Search Engine Optimization Intermediate

JSON-LD

A script-based structured data format that helps search engines parse entities, products, articles, and organizations without cluttering templates.

Updated Apr 04, 2026 · Available in: Dutch , Spanish , French , German , Polish , Italian

Quick Definition

JSON-LD is the preferred format for adding structured data to a page without wrapping schema properties around your HTML. It matters because it's the cleanest way to qualify for rich results, reinforce entity understanding, and keep schema implementation maintainable at scale.

JSON-LD is a JavaScript-based format for publishing structured data, usually inside a script type="application/ld+json" block. For SEO, it matters because Google explicitly recommends it for structured data, and it's far easier to deploy and govern than Microdata on large sites.

Why SEOs use JSON-LD

Cleaner implementation. Lower dev risk. Better QA. That's the real appeal.

With JSON-LD, you can mark up a Product, Article, FAQPage, Organization, LocalBusiness, or BreadcrumbList without touching visible HTML elements. That matters on enterprise sites where template changes trigger long QA cycles. In practice, most teams deploy it through CMS fields, server-side rendering, or tag management, then validate with Google's Rich Results Test, Google Search Console, and Screaming Frog custom extraction.

It also scales better across templates. If you're managing 20,000 product URLs or 5,000 location pages, one schema generator is easier to control than hand-maintained Microdata.

What JSON-LD actually influences

JSON-LD does not improve rankings by itself. It improves eligibility for rich results and helps search engines interpret entities more consistently.

That distinction matters. Adding Product schema will not push a weak page from position 12 to position 3. It can, however, earn price, availability, review, or breadcrumb enhancements that lift CTR. On pages already ranking in the top 5, even a 5% to 15% CTR gain can be material. You measure that in GSC, not by staring at a schema validator.

Google's documentation still makes the rule clear: valid structured data is required for many rich result types, but eligibility is not a guarantee. Google can ignore markup, suppress rich results, or rewrite what it shows.

Implementation standards that hold up

  • Match schema to the visible page content. If the page doesn't show reviews, don't mark up aggregateRating.
  • Use canonical URLs in fields like url and keep entity references consistent across variants.
  • Generate markup server-side where possible. Client-rendered schema can work, but it's less reliable on large, JS-heavy sites.
  • Validate in Google's Rich Results Test, then monitor enhancement reports in GSC.
  • Crawl at scale with Screaming Frog or Sitebulb to catch missing fields, malformed JSON, and template drift.
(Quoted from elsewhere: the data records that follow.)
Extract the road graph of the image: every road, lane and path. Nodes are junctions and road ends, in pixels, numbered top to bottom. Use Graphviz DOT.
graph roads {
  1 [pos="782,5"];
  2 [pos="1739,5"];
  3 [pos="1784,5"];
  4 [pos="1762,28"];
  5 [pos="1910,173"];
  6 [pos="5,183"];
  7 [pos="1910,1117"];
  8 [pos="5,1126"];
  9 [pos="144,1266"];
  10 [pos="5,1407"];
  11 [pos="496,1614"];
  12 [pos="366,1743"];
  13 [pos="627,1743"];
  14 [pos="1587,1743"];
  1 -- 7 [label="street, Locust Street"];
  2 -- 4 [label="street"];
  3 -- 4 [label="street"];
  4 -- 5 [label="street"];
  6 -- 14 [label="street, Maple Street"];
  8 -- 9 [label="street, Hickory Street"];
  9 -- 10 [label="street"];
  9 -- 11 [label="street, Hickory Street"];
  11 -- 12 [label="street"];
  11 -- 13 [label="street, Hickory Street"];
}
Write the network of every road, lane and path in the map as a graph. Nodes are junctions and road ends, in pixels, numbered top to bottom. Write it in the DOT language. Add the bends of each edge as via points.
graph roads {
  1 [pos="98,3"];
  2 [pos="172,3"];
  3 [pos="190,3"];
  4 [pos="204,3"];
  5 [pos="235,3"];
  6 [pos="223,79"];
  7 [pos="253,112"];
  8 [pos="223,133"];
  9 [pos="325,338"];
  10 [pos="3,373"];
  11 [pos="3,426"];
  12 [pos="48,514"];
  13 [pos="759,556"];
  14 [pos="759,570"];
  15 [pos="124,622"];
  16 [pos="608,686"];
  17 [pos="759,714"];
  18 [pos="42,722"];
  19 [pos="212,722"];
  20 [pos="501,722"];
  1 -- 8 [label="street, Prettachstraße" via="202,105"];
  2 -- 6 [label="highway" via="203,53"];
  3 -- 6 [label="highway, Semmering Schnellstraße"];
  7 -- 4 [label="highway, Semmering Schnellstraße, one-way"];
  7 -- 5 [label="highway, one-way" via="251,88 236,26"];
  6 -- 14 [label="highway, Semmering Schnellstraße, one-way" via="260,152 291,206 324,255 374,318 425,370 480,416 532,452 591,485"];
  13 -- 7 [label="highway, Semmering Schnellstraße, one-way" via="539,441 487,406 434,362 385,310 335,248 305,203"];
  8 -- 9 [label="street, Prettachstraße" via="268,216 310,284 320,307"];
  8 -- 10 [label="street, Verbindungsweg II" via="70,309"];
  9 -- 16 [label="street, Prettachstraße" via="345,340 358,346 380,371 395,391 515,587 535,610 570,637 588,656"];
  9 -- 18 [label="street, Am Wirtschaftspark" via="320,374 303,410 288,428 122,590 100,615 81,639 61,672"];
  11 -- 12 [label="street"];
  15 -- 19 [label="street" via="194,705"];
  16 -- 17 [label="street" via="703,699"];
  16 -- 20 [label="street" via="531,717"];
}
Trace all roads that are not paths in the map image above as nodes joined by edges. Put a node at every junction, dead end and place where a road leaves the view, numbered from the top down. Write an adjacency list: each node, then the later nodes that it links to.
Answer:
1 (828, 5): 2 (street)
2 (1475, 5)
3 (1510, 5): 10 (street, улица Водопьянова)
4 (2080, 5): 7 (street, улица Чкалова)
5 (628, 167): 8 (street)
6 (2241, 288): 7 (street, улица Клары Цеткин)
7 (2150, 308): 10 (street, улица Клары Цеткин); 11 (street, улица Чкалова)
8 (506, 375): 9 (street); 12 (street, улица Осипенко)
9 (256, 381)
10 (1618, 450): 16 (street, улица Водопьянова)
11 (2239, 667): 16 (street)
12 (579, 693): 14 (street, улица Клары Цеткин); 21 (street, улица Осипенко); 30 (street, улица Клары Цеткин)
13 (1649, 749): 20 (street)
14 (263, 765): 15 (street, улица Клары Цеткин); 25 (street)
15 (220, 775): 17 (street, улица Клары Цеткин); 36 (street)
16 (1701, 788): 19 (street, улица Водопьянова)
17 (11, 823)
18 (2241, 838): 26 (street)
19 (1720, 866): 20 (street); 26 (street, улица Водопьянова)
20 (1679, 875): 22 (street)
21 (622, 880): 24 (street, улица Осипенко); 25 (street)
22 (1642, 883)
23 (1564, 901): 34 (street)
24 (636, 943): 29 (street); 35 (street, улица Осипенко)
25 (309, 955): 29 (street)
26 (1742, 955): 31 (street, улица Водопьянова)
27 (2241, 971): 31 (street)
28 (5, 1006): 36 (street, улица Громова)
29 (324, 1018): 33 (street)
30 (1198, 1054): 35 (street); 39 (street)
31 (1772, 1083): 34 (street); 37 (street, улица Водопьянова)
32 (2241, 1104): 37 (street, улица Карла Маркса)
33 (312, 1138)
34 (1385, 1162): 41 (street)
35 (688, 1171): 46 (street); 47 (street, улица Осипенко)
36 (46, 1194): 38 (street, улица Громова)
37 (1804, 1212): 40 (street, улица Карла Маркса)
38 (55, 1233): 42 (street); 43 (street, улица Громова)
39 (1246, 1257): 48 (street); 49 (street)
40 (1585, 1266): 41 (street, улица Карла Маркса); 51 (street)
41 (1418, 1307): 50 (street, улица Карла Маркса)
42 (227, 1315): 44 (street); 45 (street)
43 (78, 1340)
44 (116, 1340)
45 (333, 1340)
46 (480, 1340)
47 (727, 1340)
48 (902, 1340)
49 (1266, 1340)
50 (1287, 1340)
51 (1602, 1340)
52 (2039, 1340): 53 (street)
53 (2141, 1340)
Ahrefs and Semrush won't validate schema deeply, but they help you prioritize pages where rich result improvements could move traffic fastest. Surfer SEO and Moz are less useful here; this is mostly a technical SEO and SERP feature problem, not a content scoring one.

The caveat most teams miss

Schema data is only as trustworthy as the source feeding it. If your product feed is stale, your JSON-LD will be stale too. That's how you end up marking products as in stock when they're unavailable, or publishing review counts that don't match the page.

Google's John Mueller has repeatedly said structured data must reflect page content, and mismatches can lead to ignored markup or manual actions. So yes, JSON-LD is the best format. No, it is not a shortcut. Bad data in a clean format is still bad data.

Frequently Asked Questions

Is JSON-LD better than Microdata for SEO?
Usually, yes. Google recommends JSON-LD for most structured data implementations because it's easier to maintain and doesn't require wrapping schema properties around HTML elements. The exception is legacy systems where Microdata is already deeply embedded and stable.
Does JSON-LD directly improve rankings?
Not directly. JSON-LD helps search engines understand entities and can make pages eligible for rich results, which may improve CTR. If the page has weak relevance or poor links, schema won't fix that.
Can I add JSON-LD through Google Tag Manager?
You can, but it's not my first choice. Server-side or CMS-driven deployment is more reliable, especially on large sites. GTM works for some implementations, but debugging and governance get messy fast.
How do I audit JSON-LD at scale?
Use Screaming Frog custom extraction, GSC enhancement reports, and Google's Rich Results Test for spot checks. For competitive research, Ahrefs and Semrush help identify pages already earning rich-result-heavy SERPs. The point is to connect markup quality with traffic impact, not just syntax validity.
What are the most common JSON-LD types used in SEO?
Product, Article, FAQPage, BreadcrumbList, Organization, LocalBusiness, and Review are common. Which ones matter depends on the site model. Ecommerce and local SEO usually see the clearest payoff.
Can valid JSON-LD still be ignored by Google?
Yes. Valid code is not the same as eligible or trusted markup. Google can ignore schema if it doesn't match visible content, violates feature guidelines, or simply decides not to show the enhancement.

Self-Check

Does our JSON-LD exactly match the visible content and canonical URL on the page?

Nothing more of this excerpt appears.